Ask the candidates: Do you agree or disagree with present EQIP funding priorities? Please explain. And if you disagree, what change in priorities would you advocate?
• U.S. public spending on agricultural research and development was about $5 billion per year, as of 2009. "Although roughly a third of public research spending is devoted to examining environmental, natural resource, social, and economic aspects of farming practices, the other two-thirds is focused on improving the productivity and efficiency of conventional farming systems." (Quote is from p. 335; also see pp. 336 and 528.)
Ask the candidates: With many large agri-business firms presently involved in production agriculture research, is this allocation of public research and development dollars appropriate? Might it make more sense to reverse the proportions, spending about two-thirds of the public funds on environmental, natural resource, social, and economic research and only one-third on production agriculture research? Wouldn’t that contribute more effectively to achieving agricultural sustainability goals?
• Global trade negotiations are carried out under the auspices of the World Trade Organization (WTO). Negotiations under the current round of WTO talks have been stalled now for several years, in large part due to disagreements about existing and potential agricultural provisions. Many countries, and a substantial number of analysts and organizations within the U.S., feel that the WTO’s very strong emphasis on trade liberalization in some ways works against food security and some other sustainability goals (pp. 298-99 and 335).
Ask the candidates: Do you favor further agricultural trade liberalization – i.e., continuing to lower agricultural trade barriers, worldwide, and reducing all forms of direct and indirect export subsidies – or would you prefer that the next WTO agreement make much greater accommodation to sustainability goals? Please explain.

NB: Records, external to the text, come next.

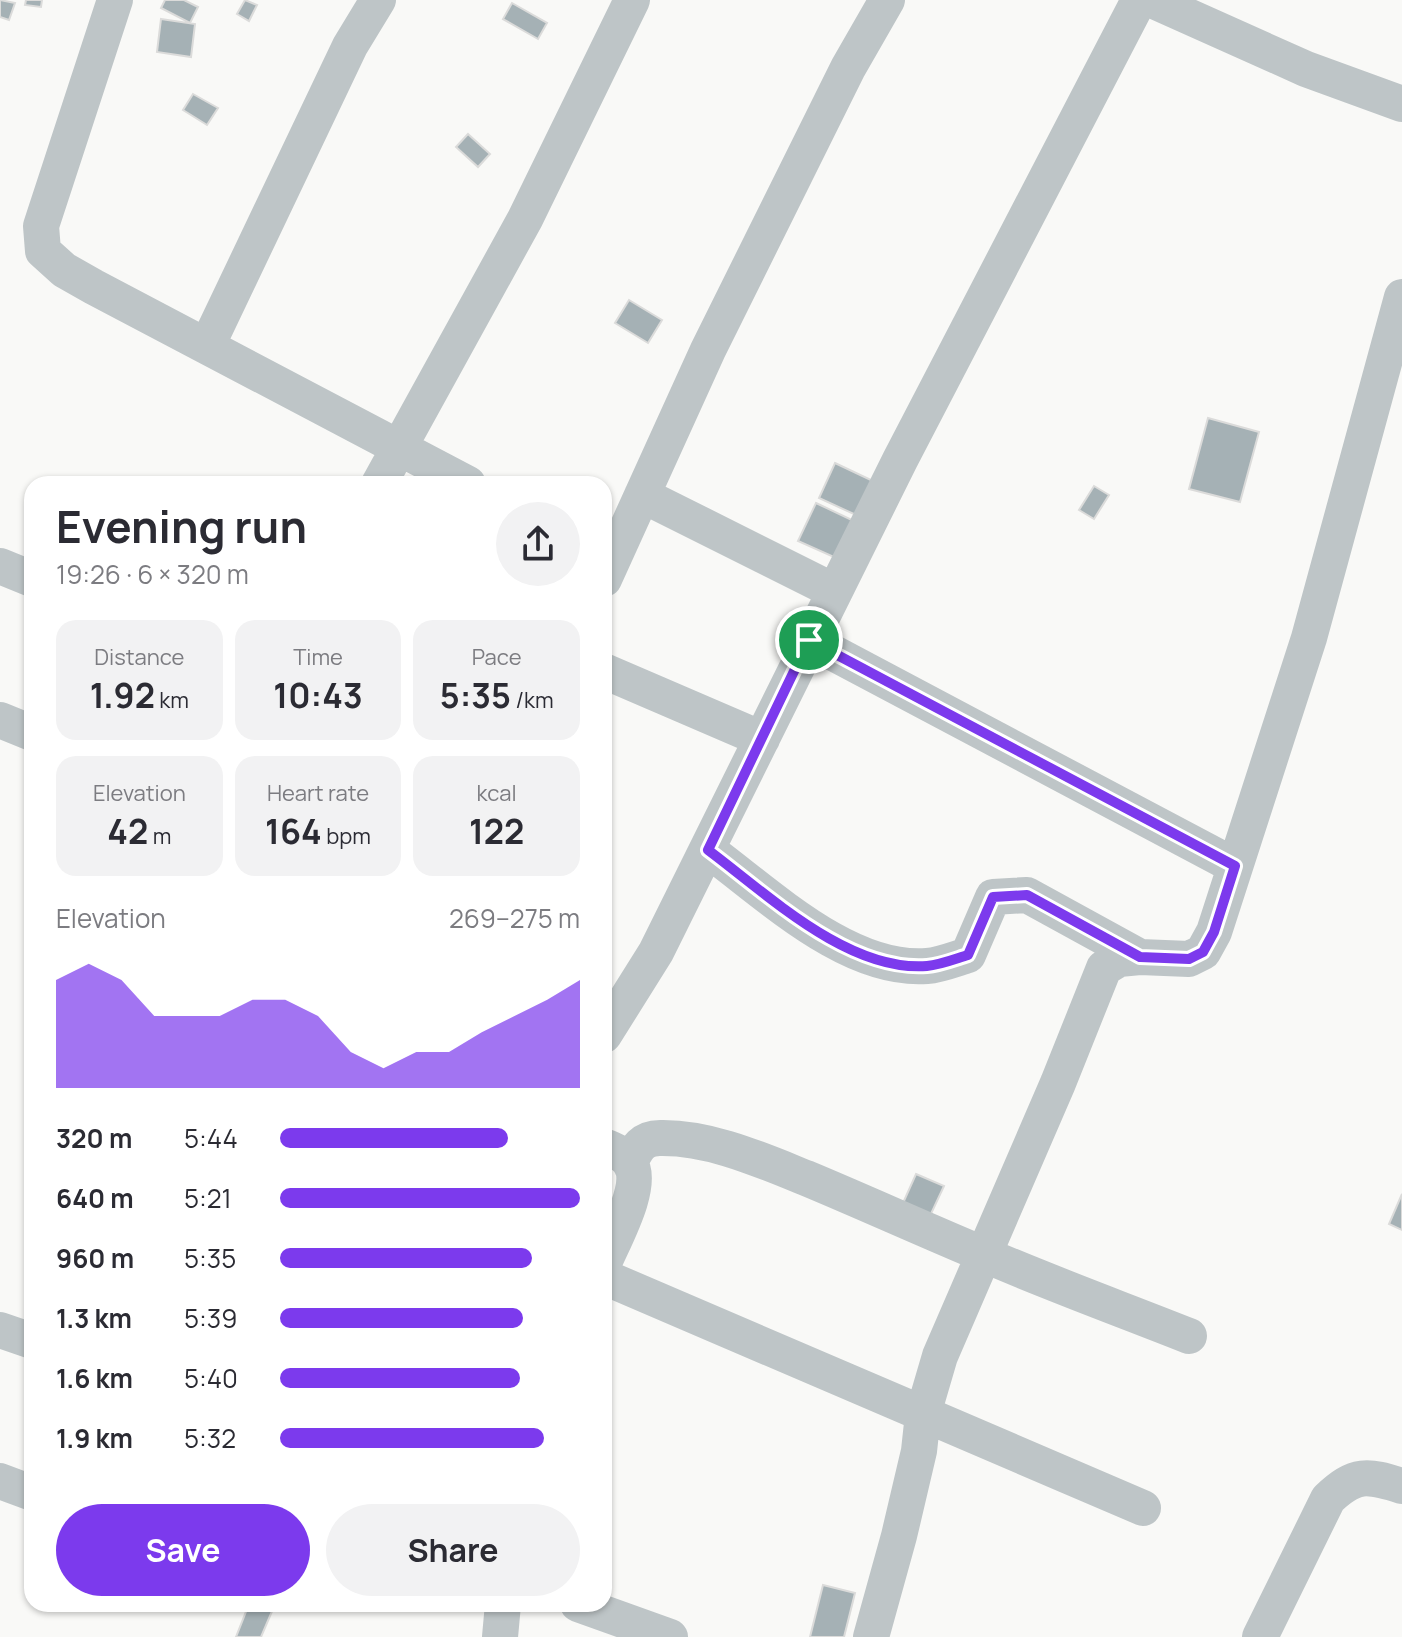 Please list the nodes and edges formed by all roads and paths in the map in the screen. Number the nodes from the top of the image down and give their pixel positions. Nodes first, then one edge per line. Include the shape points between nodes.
1 (115, 0) edge
2 (378, 0) edge
3 (632, 0) edge
4 (887, 0) edge
5 (1139, 0) edge
6 (1152, 0) edge
7 (1402, 104) edge
8 (1402, 297) edge
9 (207, 346) junction
10 (401, 447) junction
11 (384, 476) edge
12 (454, 476) edge
13 (642, 495) junction
14 (612, 555) edge
15 (0, 566) edge
16 (24, 576) edge
17 (834, 591) junction
18 (809, 640) junction
19 (612, 674) edge
20 (0, 720) edge
21 (24, 730) edge
22 (762, 739) junction
23 (708, 850) junction
24 (1235, 866) junction
25 (1140, 957) junction
26 (612, 1022) edge
27 (617, 1154) edge
28 (612, 1244) edge
29 (985, 1255) junction
30 (612, 1280) edge
31 (0, 1330) edge
32 (1189, 1336) dead end
33 (24, 1338) edge
34 (923, 1414) junction
35 (0, 1481) edge
36 (1402, 1486) edge
37 (24, 1490) edge
38 (1143, 1508) dead end
39 (502, 1612) edge
40 (600, 1612) edge
41 (500, 1637) edge
42 (670, 1637) edge
43 (871, 1637) edge
44 (1260, 1637) edge

1 - 9 street via 41,226 43,251 64,270
2 - 9 street via 350,46
3 - 10 street via 525,219
4 - 13 street via 708,350
5 - 17 street
6 - 7 street via 1306,69
8 - 24 street via 1309,638
9 - 10 street
10 - 11 street
10 - 12 street
13 - 14 street
13 - 17 street
15 - 16 street
17 - 18 street
18 - 22 street
18 - 24 street
19 - 22 street
20 - 21 street
22 - 23 street
23 - 25 street via 849,950 890,963 927,966 968,955 993,897 1007,895 1027,895
23 - 26 street via 656,952
24 - 25 street via 1203,952 1189,959
25 - 29 street via 1119,959 1104,968
27 - 28 street via 635,1176
27 - 29 street via 646,1140 698,1142 764,1161
29 - 32 street
29 - 34 street via 940,1356
30 - 34 street
31 - 33 street
34 - 38 street
34 - 43 street via 919,1451
35 - 37 street
36 - 44 street via 1371,1476 1346,1482 1328,1499
39 - 41 street
40 - 42 street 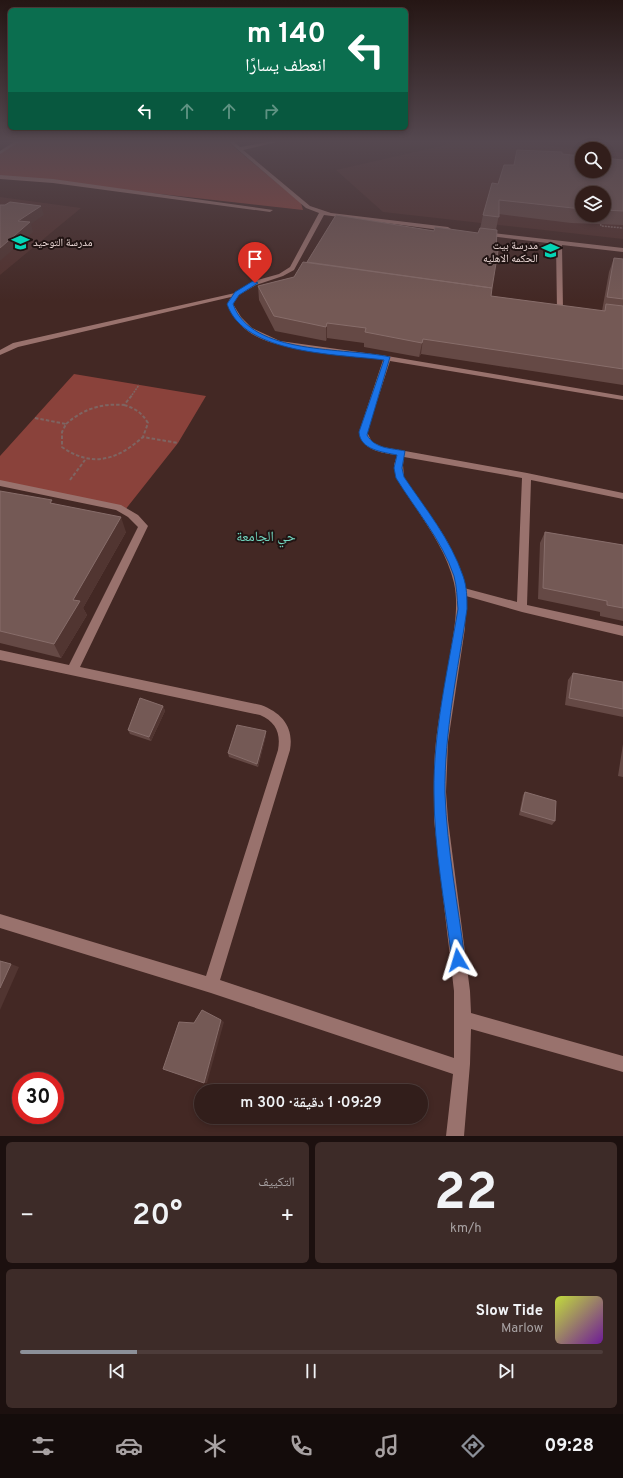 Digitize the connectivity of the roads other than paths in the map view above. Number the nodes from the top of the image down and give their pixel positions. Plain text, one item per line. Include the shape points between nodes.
1 (158, 195) edge
2 (292, 195) edge
3 (270, 210) dead end
4 (322, 212) junction
5 (458, 231) edge
6 (474, 233) edge
7 (559, 243) junction
8 (623, 250) edge
9 (289, 271) junction
10 (297, 272) edge
11 (237, 294) junction
12 (553, 309) edge
13 (560, 310) junction
14 (568, 311) edge
15 (0, 353) edge
16 (388, 358) junction
17 (623, 398) edge
18 (402, 453) junction
19 (527, 476) junction
20 (0, 483) edge
21 (623, 496) edge
22 (462, 591) junction
23 (522, 608) junction
24 (623, 631) edge
25 (0, 655) edge
26 (72, 671) junction
27 (0, 920) edge
28 (211, 985) junction
29 (464, 1019) junction
30 (623, 1064) edge
31 (461, 1069) junction
32 (455, 1136) edge

1 - 3 street
2 - 4 street via 301,203
4 - 5 street
4 - 9 street via 296,258 296,264
6 - 7 street
7 - 8 street
7 - 13 street
9 - 10 street
9 - 11 street via 255,283
11 - 15 street via 16,345
11 - 16 street via 230,304 233,313 240,322 263,338 298,347
12 - 13 street
13 - 14 street
16 - 17 street
16 - 18 street via 363,435 367,442 376,448
18 - 19 street
18 - 22 street via 398,468 400,478 452,560
19 - 21 street
19 - 23 street
20 - 26 street via 118,507 143,526
22 - 23 street
22 - 29 street via 461,621 442,742 440,792
23 - 24 street
25 - 26 street
26 - 28 street via 261,710 277,718 282,725 286,742 284,750
27 - 28 street
28 - 31 street
29 - 30 street
29 - 31 street
31 - 32 street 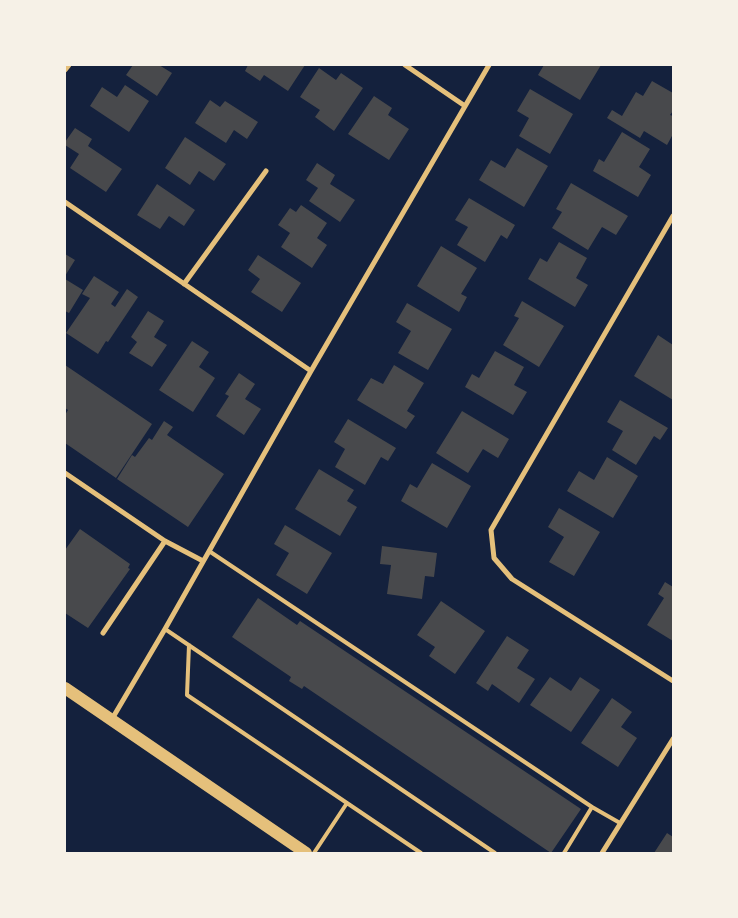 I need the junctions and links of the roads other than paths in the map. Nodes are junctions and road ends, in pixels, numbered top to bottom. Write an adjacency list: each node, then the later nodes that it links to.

Unfortunately, most candidates for national elective office will not voluntarily address these agricultural sustainability policy issues. We should seek opportunities during the remainder of this election season, however, to make them do so!
[A slightly different version of this column appeared in The Dakota Day on Sept. 6, 2010 under the title "The Congressional Debate That Is Not Happening: How to Make Agriculture Sustainable for the Long Haul".]